■ Exercise brief ■
Each line with the string "Write" is to be copied from the records below.

[Stored items]

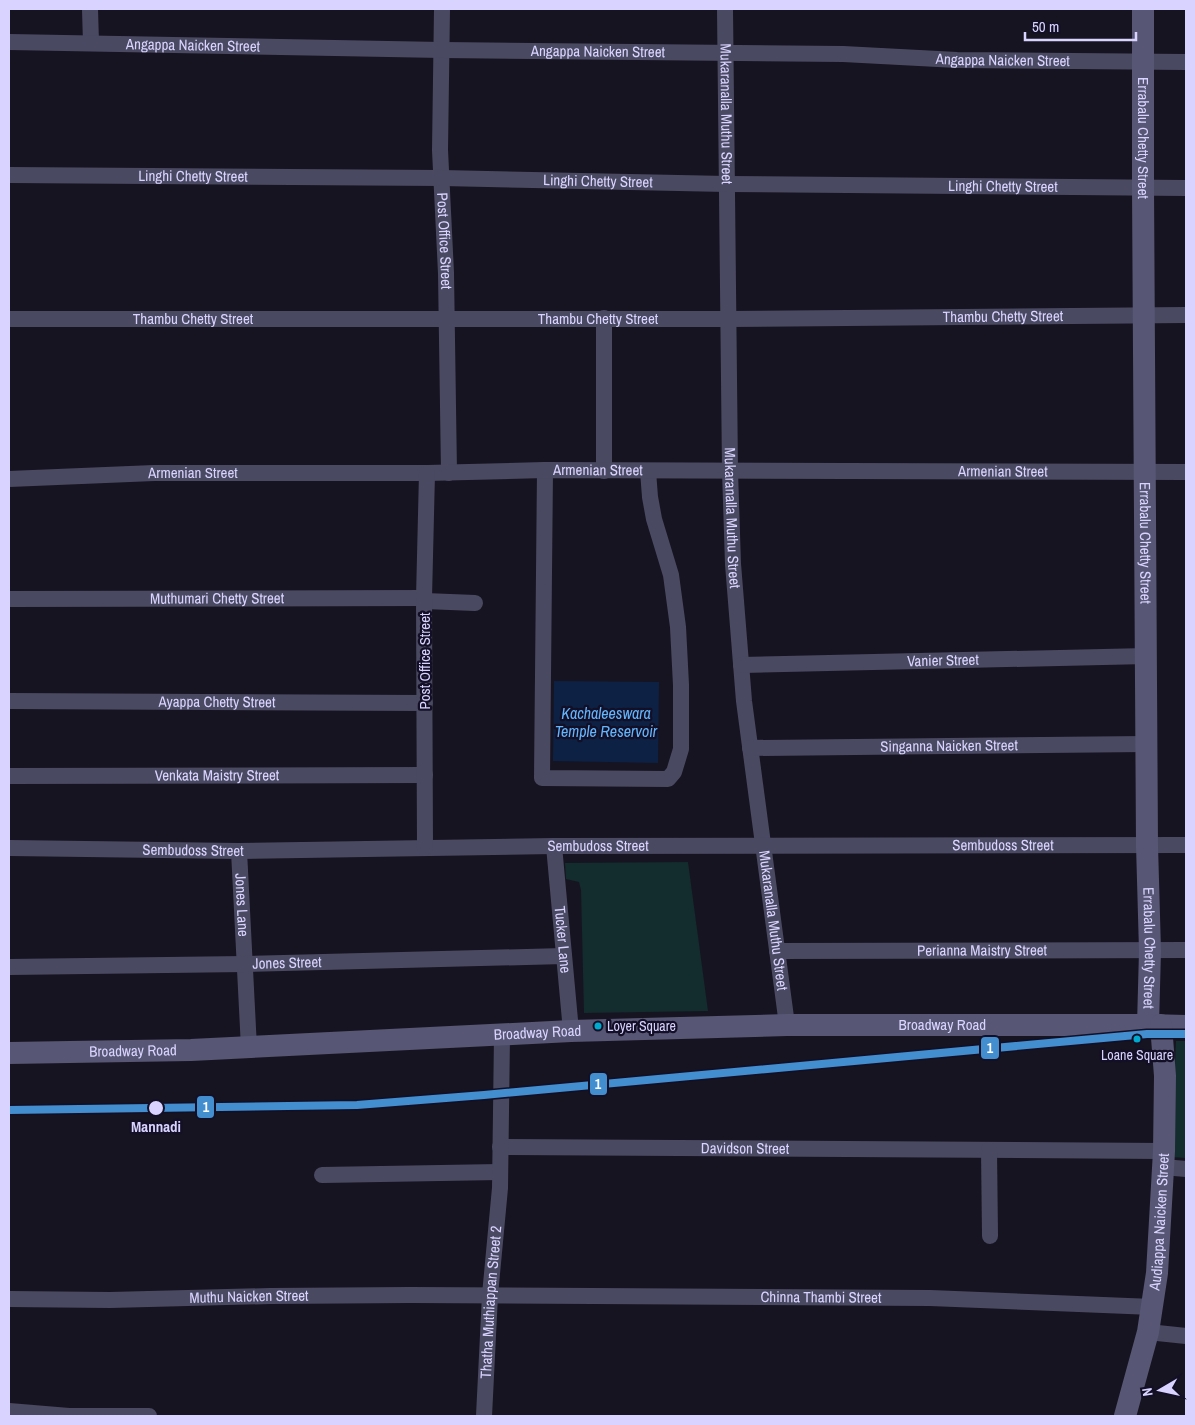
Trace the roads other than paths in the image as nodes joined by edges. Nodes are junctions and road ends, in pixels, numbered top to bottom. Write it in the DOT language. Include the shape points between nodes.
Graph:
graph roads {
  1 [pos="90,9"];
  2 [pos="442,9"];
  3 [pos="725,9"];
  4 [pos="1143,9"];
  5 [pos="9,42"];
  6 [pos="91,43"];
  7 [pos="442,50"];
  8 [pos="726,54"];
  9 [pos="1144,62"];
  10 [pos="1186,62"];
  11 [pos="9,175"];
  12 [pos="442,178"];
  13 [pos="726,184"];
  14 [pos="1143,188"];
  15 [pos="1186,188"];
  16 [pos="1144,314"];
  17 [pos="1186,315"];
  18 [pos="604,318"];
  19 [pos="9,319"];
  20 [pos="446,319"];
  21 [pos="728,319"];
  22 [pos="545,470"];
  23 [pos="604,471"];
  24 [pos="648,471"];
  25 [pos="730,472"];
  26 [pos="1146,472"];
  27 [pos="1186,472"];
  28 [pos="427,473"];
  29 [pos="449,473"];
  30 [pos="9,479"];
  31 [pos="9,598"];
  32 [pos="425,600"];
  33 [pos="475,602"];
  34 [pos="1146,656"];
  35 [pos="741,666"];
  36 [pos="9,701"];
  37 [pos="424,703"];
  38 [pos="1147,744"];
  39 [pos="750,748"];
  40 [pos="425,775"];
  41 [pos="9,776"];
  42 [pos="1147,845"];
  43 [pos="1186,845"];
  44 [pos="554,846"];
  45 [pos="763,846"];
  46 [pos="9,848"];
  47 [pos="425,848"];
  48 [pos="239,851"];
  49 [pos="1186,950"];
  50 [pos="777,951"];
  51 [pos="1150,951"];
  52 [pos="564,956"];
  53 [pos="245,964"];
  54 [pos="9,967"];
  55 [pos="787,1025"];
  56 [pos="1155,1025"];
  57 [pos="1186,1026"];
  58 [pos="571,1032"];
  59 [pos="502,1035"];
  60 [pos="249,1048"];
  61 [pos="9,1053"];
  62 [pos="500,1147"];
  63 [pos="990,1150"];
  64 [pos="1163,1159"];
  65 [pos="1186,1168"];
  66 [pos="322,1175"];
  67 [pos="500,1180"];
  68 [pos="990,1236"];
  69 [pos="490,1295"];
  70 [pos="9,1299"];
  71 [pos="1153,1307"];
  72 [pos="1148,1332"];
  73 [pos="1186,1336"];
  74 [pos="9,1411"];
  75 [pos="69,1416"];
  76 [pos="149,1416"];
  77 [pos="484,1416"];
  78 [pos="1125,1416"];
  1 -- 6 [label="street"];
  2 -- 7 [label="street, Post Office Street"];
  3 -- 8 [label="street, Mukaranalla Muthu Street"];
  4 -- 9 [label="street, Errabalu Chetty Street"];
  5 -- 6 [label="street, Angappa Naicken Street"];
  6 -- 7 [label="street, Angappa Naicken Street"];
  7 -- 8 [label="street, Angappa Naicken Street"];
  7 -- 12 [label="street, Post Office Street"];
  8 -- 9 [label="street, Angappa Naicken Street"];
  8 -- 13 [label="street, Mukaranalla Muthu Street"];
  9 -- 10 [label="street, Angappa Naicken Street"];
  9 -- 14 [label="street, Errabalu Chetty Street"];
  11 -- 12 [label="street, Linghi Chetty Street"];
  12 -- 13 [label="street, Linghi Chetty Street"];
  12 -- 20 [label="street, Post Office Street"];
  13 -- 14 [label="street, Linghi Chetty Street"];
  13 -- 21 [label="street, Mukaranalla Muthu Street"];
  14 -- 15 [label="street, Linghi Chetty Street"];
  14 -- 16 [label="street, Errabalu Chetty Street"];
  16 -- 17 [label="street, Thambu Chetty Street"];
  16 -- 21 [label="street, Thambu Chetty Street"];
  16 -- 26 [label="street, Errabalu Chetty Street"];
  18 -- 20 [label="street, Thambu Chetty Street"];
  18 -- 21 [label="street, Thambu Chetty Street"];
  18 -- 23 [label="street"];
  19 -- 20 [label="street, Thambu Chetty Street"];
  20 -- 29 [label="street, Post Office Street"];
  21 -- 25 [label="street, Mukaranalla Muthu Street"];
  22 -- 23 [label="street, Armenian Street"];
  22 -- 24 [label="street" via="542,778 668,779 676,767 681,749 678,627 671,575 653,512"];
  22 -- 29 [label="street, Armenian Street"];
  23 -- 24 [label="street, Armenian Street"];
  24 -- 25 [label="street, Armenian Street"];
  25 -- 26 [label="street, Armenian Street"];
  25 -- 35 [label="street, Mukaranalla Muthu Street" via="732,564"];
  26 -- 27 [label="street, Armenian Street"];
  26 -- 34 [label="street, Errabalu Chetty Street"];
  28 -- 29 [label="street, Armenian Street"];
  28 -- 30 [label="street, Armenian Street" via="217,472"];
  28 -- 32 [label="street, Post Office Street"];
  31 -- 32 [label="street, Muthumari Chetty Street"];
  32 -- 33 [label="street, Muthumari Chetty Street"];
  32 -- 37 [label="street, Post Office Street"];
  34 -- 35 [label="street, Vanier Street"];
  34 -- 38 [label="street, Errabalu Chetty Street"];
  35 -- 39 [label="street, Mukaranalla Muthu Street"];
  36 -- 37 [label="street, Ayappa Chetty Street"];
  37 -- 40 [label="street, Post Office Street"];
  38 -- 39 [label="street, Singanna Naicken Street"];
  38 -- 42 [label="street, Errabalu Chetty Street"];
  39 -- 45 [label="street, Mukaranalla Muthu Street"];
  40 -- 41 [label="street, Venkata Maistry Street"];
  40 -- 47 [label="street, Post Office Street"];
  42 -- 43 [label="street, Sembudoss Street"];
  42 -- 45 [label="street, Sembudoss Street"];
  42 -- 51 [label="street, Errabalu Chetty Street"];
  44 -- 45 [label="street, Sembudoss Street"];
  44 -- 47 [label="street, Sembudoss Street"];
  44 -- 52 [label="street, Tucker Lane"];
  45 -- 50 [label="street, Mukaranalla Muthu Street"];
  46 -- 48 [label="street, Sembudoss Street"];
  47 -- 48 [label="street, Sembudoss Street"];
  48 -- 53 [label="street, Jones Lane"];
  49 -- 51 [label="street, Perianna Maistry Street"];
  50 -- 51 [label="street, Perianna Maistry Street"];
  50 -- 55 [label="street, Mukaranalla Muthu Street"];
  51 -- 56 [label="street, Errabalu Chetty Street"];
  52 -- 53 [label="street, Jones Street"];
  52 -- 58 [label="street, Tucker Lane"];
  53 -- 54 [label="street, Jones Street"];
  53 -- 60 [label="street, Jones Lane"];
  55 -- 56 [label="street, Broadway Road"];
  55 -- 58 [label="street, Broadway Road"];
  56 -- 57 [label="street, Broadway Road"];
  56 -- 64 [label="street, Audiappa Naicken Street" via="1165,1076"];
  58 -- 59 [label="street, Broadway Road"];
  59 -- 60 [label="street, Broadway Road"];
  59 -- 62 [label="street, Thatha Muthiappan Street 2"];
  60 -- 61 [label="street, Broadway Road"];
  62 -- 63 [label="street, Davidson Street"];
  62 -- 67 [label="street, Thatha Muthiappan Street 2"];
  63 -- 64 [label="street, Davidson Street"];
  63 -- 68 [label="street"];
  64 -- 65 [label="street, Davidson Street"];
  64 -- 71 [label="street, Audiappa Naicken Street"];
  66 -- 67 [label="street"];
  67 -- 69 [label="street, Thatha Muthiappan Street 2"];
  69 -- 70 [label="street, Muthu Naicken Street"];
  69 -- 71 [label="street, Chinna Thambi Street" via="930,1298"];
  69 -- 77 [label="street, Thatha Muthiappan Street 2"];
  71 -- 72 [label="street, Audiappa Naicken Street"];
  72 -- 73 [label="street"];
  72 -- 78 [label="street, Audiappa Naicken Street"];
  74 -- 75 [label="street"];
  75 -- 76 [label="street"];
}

* * *

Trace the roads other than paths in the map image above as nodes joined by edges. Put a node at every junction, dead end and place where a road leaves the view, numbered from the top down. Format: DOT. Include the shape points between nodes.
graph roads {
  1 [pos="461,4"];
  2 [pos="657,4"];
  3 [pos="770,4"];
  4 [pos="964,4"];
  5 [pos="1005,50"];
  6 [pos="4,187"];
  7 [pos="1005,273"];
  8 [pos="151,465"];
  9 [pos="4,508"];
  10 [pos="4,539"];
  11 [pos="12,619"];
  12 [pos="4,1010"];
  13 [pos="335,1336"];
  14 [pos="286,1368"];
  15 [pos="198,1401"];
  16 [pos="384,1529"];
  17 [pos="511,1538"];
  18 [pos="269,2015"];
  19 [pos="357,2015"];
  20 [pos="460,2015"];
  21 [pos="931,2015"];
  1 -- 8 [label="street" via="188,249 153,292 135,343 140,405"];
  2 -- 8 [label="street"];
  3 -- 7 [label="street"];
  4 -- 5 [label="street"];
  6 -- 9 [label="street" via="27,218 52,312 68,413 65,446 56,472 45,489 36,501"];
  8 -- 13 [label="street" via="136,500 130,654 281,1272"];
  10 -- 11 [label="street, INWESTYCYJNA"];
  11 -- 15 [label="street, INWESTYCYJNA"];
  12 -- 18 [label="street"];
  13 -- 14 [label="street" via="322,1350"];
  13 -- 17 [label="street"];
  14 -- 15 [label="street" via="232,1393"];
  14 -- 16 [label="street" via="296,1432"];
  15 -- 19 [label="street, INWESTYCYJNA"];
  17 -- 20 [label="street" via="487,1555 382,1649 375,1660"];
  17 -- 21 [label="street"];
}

---

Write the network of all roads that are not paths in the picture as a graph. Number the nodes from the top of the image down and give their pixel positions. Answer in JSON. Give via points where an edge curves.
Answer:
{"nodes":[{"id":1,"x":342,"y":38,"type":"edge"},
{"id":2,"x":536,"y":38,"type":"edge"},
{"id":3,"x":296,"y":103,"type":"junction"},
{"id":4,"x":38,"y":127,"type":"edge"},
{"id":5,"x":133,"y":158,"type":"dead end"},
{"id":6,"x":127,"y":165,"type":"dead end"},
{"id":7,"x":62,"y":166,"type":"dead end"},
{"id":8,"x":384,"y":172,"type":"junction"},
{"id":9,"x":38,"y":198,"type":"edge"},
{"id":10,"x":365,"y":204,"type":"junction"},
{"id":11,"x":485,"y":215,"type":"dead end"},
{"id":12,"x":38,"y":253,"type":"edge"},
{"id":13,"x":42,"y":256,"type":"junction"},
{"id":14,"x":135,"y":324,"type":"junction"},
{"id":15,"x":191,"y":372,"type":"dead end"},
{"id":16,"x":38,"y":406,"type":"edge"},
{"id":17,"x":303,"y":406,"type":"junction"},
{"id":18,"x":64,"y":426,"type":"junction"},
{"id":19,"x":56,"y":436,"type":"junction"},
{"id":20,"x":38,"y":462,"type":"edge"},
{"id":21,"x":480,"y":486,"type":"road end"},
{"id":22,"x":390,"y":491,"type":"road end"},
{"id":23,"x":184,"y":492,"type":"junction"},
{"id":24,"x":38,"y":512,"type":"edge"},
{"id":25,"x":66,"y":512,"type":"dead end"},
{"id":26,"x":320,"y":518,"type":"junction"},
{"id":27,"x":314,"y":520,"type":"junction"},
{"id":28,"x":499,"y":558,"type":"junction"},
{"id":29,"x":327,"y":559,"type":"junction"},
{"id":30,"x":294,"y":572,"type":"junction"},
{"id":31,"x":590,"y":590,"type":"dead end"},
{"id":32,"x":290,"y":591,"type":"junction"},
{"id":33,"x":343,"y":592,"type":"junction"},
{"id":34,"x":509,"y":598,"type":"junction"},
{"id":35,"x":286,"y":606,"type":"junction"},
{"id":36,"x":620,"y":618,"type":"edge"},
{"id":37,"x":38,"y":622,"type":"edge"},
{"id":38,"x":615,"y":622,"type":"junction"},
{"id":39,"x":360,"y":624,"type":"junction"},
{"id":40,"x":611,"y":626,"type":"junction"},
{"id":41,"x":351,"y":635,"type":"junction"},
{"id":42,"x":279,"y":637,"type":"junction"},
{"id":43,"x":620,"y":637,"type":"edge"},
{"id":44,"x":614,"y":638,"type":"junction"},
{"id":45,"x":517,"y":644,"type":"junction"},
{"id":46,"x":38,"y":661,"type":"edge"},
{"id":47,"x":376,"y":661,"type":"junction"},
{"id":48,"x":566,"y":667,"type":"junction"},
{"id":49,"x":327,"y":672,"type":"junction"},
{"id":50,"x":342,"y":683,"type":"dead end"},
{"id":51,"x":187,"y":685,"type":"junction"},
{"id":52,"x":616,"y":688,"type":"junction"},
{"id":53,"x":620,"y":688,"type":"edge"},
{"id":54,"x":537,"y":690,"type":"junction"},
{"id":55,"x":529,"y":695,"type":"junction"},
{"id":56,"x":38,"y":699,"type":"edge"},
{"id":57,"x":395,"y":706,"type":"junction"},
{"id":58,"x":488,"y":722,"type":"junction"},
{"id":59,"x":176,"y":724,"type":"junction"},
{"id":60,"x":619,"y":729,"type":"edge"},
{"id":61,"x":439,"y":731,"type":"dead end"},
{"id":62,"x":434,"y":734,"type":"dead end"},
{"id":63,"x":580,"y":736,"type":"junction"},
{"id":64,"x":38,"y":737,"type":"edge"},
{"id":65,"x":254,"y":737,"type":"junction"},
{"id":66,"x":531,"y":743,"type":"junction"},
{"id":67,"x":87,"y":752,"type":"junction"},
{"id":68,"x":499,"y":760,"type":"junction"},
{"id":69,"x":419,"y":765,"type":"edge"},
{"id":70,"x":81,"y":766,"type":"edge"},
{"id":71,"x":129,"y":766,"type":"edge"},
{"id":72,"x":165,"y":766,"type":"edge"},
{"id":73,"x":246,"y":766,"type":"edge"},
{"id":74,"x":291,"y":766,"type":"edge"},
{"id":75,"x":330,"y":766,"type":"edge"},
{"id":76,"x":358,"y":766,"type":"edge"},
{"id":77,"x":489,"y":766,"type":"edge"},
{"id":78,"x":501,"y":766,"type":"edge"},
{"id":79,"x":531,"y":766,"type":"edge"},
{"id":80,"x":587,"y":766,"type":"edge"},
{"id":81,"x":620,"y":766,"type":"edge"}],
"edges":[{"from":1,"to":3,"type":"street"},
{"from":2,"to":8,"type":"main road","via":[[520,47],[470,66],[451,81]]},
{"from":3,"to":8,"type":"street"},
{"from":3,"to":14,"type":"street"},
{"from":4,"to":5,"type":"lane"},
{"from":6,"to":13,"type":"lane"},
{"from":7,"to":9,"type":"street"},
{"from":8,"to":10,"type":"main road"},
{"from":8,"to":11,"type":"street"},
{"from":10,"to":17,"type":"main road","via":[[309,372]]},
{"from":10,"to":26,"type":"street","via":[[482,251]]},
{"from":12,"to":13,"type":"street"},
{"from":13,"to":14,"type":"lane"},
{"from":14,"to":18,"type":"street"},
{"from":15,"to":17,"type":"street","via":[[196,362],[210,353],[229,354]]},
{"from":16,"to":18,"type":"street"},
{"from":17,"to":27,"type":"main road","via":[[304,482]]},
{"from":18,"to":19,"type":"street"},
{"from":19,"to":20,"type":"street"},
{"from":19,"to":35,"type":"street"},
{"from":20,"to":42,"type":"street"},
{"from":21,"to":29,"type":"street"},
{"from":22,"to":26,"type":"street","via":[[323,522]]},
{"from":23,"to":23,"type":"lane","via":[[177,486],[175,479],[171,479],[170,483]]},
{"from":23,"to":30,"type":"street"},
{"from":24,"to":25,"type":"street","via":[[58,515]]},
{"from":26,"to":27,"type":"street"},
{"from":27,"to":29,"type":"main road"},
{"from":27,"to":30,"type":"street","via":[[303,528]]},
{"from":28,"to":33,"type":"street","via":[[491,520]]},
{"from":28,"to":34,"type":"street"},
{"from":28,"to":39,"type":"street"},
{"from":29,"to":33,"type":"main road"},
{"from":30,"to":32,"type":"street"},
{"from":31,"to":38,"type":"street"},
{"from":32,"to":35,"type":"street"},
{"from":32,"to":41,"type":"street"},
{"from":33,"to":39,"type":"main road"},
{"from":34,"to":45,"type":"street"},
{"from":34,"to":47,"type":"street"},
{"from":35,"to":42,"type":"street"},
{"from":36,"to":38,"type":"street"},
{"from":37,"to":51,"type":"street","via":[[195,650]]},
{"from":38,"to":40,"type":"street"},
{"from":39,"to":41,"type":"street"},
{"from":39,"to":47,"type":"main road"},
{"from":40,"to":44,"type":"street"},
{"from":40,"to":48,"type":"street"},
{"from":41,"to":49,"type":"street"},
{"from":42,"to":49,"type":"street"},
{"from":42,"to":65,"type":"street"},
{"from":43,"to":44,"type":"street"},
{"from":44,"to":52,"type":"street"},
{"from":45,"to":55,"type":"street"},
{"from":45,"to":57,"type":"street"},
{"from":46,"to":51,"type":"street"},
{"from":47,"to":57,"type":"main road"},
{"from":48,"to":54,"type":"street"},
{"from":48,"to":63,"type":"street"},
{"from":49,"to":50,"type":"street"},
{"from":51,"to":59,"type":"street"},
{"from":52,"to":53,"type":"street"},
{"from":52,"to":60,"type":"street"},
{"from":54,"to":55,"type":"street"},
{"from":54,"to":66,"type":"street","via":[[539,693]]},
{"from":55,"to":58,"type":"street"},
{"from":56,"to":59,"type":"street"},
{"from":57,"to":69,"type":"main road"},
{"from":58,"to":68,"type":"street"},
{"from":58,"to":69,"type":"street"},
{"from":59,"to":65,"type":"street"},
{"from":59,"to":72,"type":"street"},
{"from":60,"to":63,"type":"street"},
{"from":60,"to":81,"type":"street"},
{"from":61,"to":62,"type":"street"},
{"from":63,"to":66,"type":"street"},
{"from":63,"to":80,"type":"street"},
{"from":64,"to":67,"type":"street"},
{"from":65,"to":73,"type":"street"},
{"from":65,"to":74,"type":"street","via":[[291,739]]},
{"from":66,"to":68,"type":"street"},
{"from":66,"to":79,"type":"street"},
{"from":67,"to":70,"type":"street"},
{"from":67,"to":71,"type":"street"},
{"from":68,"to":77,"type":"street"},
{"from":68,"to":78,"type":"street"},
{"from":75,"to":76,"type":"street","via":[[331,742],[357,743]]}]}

■ Response to this task ■
Trace the roads other than paths in the image as nodes joined by edges. Nodes are junctions and road ends, in pixels, numbered top to bottom. Write it in the DOT language. Include the shape points between nodes.
Write the network of all roads that are not paths in the picture as a graph. Number the nodes from the top of the image down and give their pixel positions. Answer in JSON. Give via points where an edge curves.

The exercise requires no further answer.